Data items

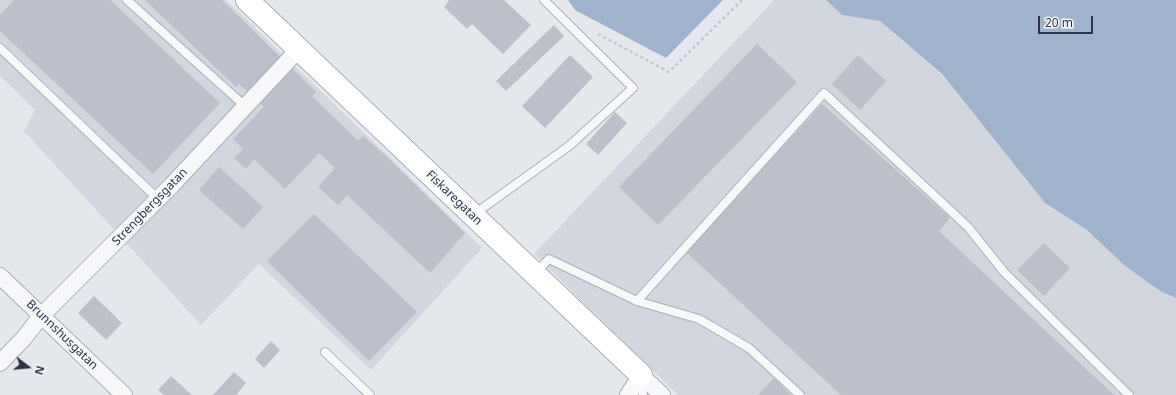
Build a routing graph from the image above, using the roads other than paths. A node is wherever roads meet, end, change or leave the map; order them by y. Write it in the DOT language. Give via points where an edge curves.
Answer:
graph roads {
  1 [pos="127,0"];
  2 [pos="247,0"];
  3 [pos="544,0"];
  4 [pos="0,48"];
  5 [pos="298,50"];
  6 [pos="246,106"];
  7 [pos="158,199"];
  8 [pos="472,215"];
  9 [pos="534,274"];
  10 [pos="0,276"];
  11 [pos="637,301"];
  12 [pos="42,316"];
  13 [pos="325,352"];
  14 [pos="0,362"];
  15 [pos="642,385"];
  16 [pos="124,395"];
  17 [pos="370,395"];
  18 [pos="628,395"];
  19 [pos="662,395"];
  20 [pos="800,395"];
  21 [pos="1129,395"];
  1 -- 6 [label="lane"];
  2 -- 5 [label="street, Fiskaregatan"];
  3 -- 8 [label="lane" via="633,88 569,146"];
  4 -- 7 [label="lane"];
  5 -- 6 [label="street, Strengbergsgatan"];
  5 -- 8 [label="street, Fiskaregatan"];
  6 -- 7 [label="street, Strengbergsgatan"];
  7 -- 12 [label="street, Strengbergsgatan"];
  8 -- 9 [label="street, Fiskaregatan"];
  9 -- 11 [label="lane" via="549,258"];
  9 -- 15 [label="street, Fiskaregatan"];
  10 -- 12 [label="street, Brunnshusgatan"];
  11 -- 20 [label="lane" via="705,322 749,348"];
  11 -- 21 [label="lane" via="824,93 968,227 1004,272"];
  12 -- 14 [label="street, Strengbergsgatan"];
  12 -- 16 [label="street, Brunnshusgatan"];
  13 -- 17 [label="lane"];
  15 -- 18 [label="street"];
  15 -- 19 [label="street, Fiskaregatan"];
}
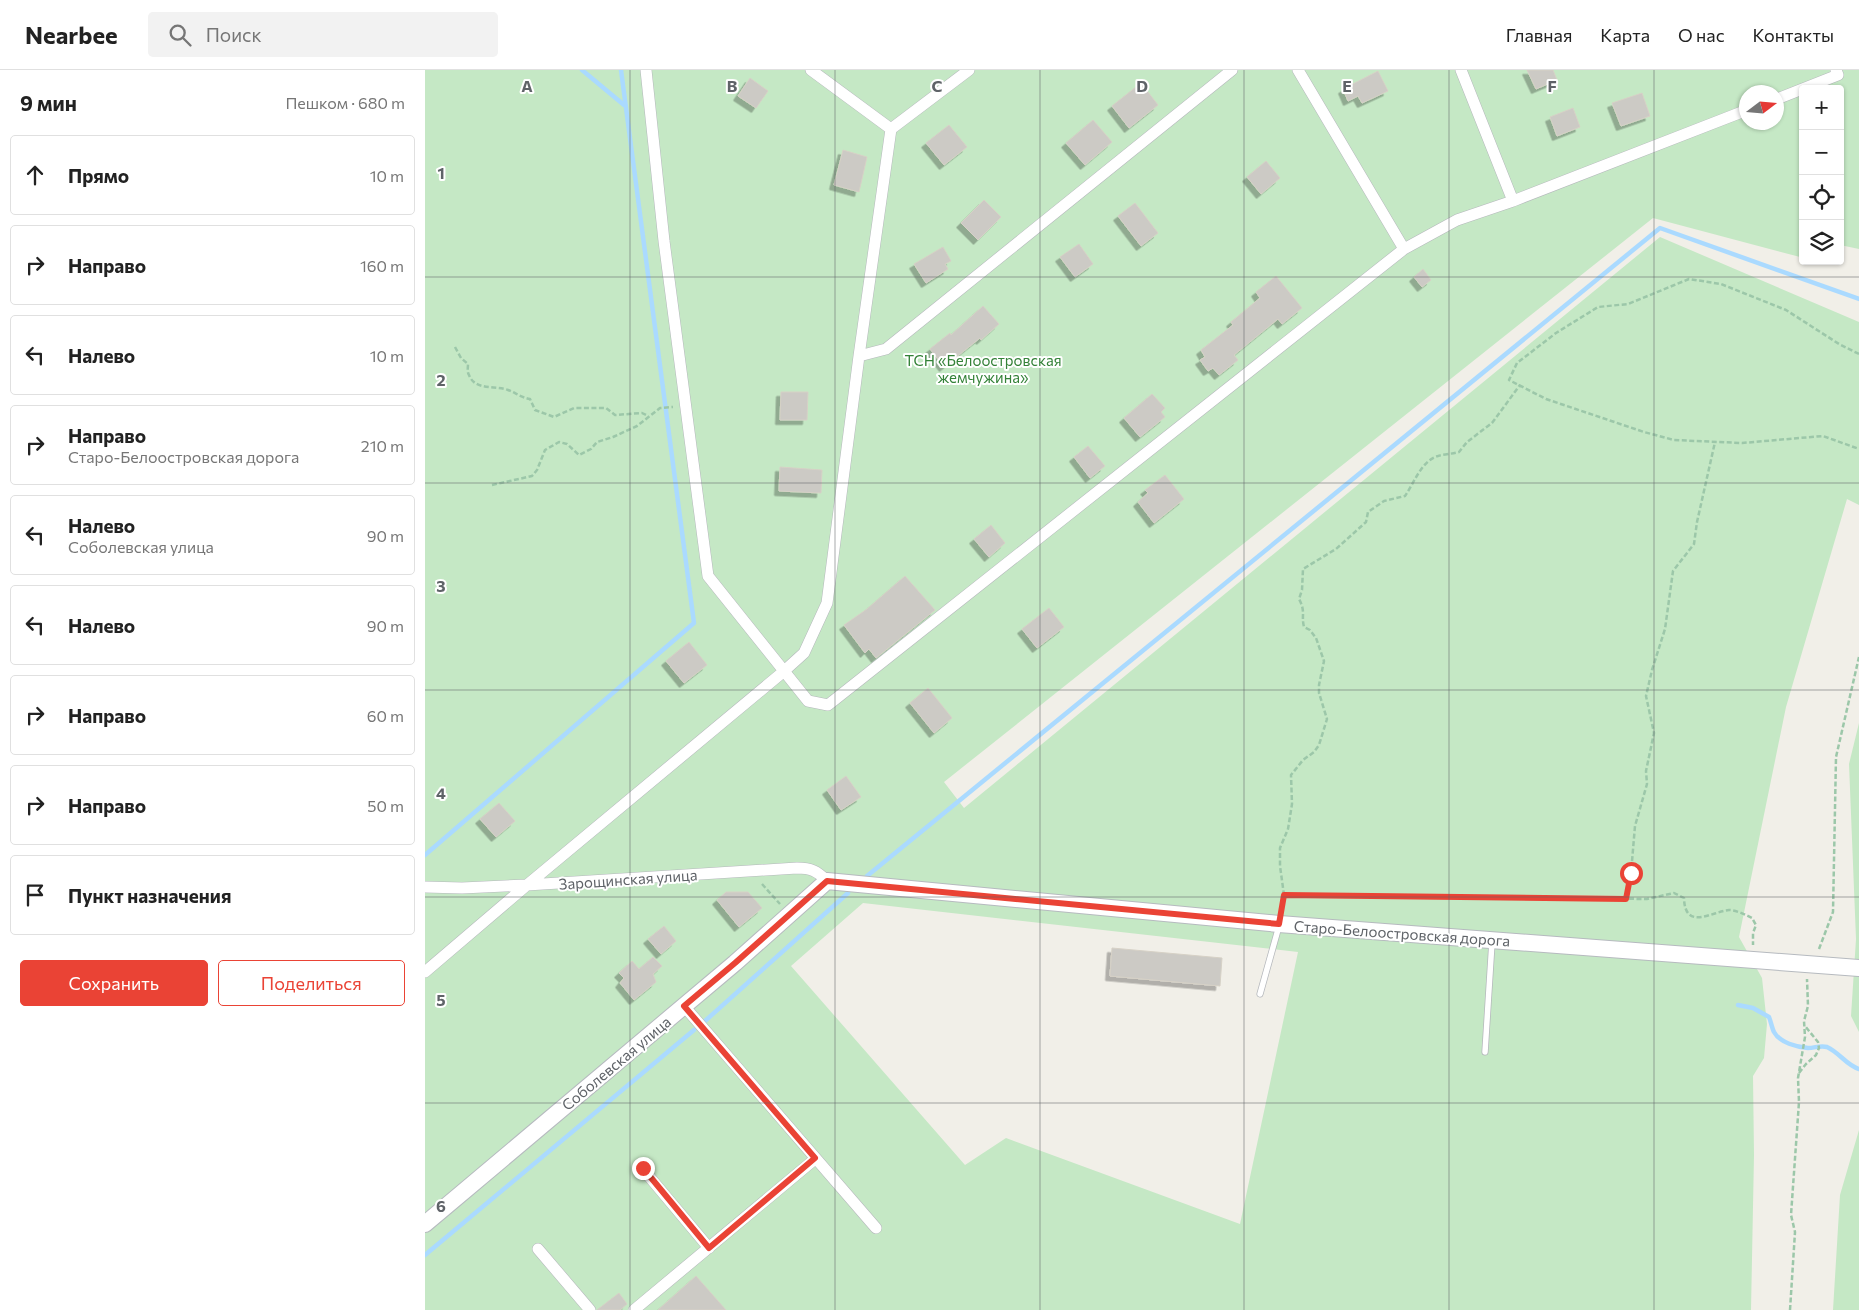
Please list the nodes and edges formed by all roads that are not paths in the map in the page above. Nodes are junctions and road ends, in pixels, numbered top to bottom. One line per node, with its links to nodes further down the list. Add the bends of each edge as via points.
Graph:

## DIRECTIONS FOR THIS TASK
What is the number of lines in the data above that contain the word "node"? Report the figure only.

## SOLUTION TO THE EXERCISE
2